Trump Calls Shootings In Minnesota, Louisiana 'Terrible, Disgusting'

MINNEAPOLIS (WCCO) – Donald Trump, the presumptive Republican candidate for the White House, called the recent shootings of black men in Minnesota and Louisiana "terrible, disgusting performances" by the officers involved.

During an interview Tuesday with Fox News' Bill O'Reilly, the businessman candidate wondered aloud whether the officers involved in the fatal shootings of Philando Castile and Alton Sterling had the proper training, or if they "choked or got scared or nervous."
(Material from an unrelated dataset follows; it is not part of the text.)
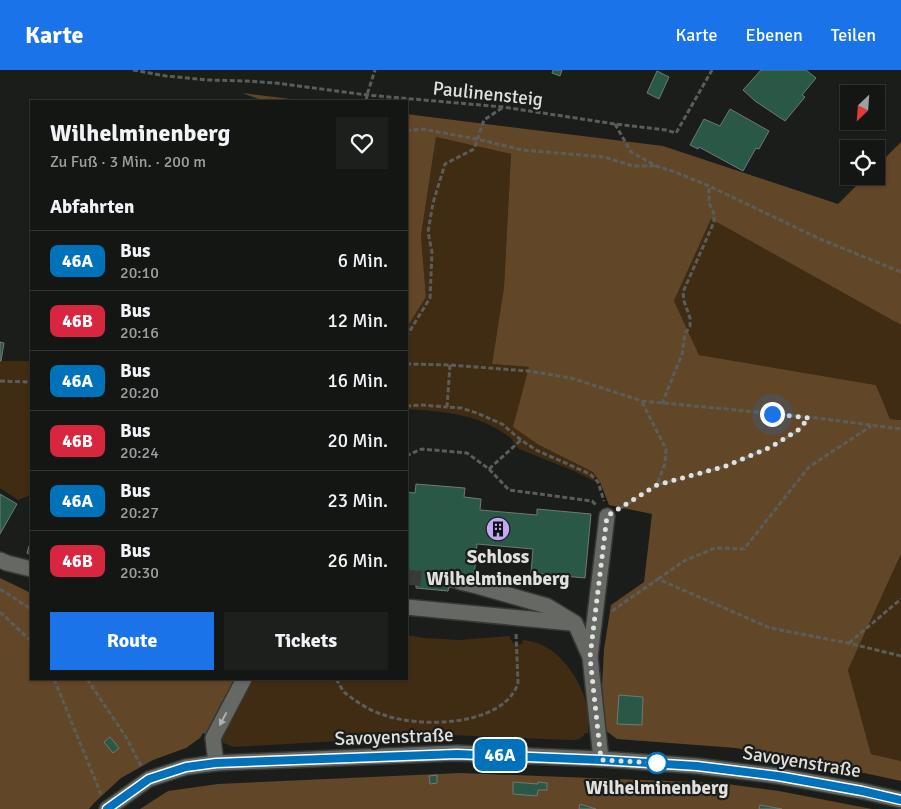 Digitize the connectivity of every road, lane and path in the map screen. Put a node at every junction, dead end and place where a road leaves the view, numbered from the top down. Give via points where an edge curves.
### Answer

In regards to the Castile shooting, which happened last Wednesday in Falcon Heights, Trump said it was "really bad," but left room to acknowledge that the officer involved, Jeronimo Yanez of the St. Anthony Police Department, could have reacted to Castile as he reached behind himself during the traffic stop.
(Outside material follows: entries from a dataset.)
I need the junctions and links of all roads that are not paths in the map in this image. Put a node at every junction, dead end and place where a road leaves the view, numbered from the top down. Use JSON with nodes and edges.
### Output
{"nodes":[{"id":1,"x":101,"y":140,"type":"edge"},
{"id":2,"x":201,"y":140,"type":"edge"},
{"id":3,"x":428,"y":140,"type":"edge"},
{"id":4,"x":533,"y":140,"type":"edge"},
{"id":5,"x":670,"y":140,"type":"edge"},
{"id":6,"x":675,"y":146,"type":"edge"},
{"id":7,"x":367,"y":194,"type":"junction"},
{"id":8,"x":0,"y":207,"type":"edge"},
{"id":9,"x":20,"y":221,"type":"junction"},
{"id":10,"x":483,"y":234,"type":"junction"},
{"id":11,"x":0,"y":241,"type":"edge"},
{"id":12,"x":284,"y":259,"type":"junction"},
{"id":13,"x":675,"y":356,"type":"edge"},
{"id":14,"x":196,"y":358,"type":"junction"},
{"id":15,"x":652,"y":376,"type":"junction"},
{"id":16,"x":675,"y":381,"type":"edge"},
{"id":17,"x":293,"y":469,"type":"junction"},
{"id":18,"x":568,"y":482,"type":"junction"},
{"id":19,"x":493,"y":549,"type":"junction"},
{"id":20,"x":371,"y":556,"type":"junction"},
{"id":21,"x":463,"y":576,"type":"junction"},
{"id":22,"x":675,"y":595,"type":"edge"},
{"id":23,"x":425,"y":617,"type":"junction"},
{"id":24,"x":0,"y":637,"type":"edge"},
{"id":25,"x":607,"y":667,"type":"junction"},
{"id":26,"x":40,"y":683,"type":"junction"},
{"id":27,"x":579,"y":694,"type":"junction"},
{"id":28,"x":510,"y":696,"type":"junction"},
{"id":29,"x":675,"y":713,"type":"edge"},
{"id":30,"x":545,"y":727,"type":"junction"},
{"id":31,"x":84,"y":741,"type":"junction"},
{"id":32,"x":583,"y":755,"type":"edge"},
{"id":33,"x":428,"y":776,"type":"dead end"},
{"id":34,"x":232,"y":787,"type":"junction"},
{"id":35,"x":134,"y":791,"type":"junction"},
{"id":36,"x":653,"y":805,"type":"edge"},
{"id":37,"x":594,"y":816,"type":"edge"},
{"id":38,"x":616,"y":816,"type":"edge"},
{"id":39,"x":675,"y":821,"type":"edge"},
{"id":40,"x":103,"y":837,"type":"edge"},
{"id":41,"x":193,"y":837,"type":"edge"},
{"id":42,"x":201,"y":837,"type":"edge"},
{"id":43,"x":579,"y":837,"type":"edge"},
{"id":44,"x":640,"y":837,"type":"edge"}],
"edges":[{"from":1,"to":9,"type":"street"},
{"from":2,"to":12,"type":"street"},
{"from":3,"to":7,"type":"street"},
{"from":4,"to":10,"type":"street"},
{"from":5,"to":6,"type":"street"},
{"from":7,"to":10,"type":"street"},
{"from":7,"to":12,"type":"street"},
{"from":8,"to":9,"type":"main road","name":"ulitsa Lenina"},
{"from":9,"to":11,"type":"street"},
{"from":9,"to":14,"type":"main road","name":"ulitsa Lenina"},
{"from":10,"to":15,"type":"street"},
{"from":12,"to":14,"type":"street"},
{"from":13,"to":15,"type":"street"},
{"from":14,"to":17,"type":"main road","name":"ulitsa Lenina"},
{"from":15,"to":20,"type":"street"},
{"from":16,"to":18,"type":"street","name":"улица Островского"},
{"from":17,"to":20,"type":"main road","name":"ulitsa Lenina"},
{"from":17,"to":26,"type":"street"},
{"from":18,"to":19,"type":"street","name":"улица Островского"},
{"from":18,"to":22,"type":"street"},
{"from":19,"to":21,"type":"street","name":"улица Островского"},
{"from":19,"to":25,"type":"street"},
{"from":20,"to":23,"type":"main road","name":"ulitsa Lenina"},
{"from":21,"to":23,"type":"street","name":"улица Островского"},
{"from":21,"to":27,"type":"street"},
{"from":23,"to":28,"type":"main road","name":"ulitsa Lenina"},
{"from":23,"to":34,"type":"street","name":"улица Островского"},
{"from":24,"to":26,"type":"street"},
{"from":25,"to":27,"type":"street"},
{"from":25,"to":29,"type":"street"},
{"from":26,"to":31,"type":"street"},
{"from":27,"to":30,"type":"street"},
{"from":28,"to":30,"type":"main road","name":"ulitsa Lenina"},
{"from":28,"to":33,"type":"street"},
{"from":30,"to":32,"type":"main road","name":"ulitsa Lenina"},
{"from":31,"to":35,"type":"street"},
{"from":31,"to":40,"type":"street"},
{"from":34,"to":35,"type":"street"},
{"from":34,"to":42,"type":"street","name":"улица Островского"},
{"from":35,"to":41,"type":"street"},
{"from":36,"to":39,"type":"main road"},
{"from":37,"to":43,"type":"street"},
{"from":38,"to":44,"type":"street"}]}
Castile, 32, was armed and documents show he had a permit to carry. His girlfriend live-streamed the immediate aftermath of the shooting, and the video went viral, prompting international outrage.

A day before the Castile shooting, Sterling was fatally shot on the ground outside a store in Baton Rouge where he sold CDs. Trump's response to that shooting was more direct.

"The man who was being stepped on and then shot, I looked at that in particular and thought: 'Wow, that's bad, that's bad,'" the Republican candidate said.

Trump said both shootings could be the result of a lack of training or the officers simply being "bad people."

Later in the interview, he said that most police officers in America do a phenomenal job, and expressed outrage over the shooting in Dallas last week that left five officers dead.

When asked about race in America, Trump said that black Americans "aren't necessary wrong" when they say their experience with police is different than that of whites. The comment is not too dissimilar from what Gov. Mark Dayton said in regards to the Castile shooting: That the cafeteria worker wouldn't likely have been shot if he were white -- a comment for which the governor was widely criticized.

During his interview with O'Reilly, Trump said the country needs a cheerleader, not a divider, as he described President Barack Obama.

The activist group Black Lives Matter, he said, was also part of the problem.

"The term is very divisive," Trump said. "They are dividing America."